> [Instructions to follow]
In the entries below, filter for the word "sizing" and copy every matching line.

┌─ Given data

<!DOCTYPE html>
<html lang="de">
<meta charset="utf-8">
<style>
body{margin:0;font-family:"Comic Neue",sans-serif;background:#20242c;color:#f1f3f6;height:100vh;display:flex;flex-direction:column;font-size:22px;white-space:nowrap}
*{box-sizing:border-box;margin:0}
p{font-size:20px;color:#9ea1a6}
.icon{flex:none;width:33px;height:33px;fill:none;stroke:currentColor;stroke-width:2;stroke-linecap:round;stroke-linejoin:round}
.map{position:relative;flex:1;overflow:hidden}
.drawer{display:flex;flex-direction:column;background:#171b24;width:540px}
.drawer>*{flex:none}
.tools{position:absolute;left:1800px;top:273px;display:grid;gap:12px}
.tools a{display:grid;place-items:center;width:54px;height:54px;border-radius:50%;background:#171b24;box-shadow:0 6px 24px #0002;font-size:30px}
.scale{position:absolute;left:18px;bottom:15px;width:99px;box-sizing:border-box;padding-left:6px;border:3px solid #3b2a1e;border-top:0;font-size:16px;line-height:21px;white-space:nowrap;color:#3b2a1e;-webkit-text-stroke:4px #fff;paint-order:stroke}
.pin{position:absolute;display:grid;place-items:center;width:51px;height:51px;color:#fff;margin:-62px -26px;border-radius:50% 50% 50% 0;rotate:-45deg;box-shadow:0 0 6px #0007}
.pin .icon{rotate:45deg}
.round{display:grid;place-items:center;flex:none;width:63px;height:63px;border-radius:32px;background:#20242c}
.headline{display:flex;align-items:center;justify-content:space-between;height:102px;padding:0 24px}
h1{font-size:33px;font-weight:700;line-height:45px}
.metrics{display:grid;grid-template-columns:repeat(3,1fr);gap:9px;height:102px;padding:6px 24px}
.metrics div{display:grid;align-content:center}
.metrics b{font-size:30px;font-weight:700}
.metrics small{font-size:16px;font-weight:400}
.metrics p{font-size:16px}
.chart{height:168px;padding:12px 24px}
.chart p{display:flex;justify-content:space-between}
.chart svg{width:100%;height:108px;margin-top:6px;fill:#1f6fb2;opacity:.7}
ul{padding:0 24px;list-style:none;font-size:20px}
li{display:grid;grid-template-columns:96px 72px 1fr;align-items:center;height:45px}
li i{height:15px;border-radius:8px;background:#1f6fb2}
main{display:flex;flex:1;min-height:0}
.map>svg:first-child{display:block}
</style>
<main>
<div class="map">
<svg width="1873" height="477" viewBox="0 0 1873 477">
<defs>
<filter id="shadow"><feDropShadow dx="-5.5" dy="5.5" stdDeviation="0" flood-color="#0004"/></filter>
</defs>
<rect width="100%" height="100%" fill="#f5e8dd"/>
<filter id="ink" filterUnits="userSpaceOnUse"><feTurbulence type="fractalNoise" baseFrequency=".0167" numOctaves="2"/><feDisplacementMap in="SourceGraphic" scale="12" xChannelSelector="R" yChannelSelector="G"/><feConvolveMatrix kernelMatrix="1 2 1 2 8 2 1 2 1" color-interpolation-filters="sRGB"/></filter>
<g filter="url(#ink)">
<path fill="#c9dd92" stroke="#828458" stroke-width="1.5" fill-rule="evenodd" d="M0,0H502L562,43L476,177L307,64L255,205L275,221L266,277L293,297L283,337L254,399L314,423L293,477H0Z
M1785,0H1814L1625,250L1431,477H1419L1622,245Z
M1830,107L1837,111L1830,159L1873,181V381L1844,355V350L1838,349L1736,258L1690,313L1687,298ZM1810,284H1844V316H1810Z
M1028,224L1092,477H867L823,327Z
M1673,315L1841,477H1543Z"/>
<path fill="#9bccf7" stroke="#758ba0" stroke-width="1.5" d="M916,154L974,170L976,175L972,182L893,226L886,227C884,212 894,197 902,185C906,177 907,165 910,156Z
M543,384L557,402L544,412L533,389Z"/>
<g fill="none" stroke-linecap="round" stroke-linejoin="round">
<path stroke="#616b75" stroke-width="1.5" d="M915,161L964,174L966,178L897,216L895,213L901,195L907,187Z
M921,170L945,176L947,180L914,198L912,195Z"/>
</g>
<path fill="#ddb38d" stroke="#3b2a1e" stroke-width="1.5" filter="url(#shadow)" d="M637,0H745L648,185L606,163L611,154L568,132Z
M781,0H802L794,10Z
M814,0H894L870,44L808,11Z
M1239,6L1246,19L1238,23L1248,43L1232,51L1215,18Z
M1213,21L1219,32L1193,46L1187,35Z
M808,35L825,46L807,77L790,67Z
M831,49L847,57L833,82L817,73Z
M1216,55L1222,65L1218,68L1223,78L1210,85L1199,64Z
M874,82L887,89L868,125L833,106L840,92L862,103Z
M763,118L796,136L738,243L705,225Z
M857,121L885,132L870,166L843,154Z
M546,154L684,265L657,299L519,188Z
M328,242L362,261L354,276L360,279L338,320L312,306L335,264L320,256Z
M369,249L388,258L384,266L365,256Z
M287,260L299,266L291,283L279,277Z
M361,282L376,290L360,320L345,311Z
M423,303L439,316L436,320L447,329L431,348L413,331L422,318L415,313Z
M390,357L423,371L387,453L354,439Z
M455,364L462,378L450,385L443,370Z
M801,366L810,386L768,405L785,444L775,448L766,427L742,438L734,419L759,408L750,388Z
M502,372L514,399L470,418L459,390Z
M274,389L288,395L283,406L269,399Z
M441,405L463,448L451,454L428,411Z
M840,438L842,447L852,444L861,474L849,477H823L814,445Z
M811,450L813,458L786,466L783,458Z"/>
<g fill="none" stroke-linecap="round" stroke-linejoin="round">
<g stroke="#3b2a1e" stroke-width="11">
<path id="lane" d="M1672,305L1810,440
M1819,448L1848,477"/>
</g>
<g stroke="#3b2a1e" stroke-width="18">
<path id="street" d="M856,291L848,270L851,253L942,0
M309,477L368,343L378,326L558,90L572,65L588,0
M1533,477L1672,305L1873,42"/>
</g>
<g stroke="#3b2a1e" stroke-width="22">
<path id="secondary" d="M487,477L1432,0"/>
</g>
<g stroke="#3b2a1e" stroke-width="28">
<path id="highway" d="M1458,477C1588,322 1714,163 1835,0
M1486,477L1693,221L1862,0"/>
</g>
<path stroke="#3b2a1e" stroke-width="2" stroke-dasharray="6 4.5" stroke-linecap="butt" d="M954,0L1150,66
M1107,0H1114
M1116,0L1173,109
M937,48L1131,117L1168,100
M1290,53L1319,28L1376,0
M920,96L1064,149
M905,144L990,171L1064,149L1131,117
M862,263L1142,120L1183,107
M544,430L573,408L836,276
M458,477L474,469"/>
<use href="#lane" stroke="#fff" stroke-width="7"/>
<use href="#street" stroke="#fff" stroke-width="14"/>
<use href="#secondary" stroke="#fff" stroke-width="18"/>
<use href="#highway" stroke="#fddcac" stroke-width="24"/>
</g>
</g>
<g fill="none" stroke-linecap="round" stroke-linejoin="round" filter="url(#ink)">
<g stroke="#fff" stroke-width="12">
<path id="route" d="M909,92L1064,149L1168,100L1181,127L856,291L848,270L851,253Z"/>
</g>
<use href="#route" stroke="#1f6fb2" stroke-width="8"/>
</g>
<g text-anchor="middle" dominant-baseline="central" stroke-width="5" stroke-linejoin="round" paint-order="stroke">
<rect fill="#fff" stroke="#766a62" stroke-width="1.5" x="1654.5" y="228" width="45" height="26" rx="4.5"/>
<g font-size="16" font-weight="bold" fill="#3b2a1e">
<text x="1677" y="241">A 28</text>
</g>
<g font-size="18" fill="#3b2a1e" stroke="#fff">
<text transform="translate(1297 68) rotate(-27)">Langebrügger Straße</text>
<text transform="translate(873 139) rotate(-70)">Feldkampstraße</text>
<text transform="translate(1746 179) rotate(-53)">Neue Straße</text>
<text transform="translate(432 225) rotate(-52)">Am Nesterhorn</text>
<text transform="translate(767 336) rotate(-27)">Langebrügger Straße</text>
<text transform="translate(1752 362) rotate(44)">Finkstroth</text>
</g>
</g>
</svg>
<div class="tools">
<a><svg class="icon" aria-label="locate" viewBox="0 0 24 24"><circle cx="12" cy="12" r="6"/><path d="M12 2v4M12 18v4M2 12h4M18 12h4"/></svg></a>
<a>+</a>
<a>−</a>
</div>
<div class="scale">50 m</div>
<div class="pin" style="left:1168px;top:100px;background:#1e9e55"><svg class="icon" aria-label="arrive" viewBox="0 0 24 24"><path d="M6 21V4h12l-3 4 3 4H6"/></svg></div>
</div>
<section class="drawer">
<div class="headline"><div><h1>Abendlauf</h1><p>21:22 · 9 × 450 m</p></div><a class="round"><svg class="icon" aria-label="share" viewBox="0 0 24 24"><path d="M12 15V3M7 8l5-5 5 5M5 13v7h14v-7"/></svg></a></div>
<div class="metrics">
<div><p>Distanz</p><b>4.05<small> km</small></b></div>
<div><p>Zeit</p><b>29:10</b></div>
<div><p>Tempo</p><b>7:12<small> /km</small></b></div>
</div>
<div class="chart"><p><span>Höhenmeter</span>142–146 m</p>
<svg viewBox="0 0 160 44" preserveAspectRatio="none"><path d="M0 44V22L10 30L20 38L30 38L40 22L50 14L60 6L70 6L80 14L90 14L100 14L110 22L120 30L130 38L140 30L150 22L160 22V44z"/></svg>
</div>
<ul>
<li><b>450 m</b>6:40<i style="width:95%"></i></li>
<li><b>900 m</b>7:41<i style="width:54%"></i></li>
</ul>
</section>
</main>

└─

> [Result of the task]
*{box-sizing:border-box;margin:0}
.scale{position:absolute;left:18px;bottom:15px;width:99px;box-sizing:border-box;padding-left:6px;border:3px solid #3b2a1e;border-top:0;font-size:16px;line-height:21px;white-space:nowrap;color:#3b2a1e;-webkit-text-stroke:4px #fff;paint-order:stroke}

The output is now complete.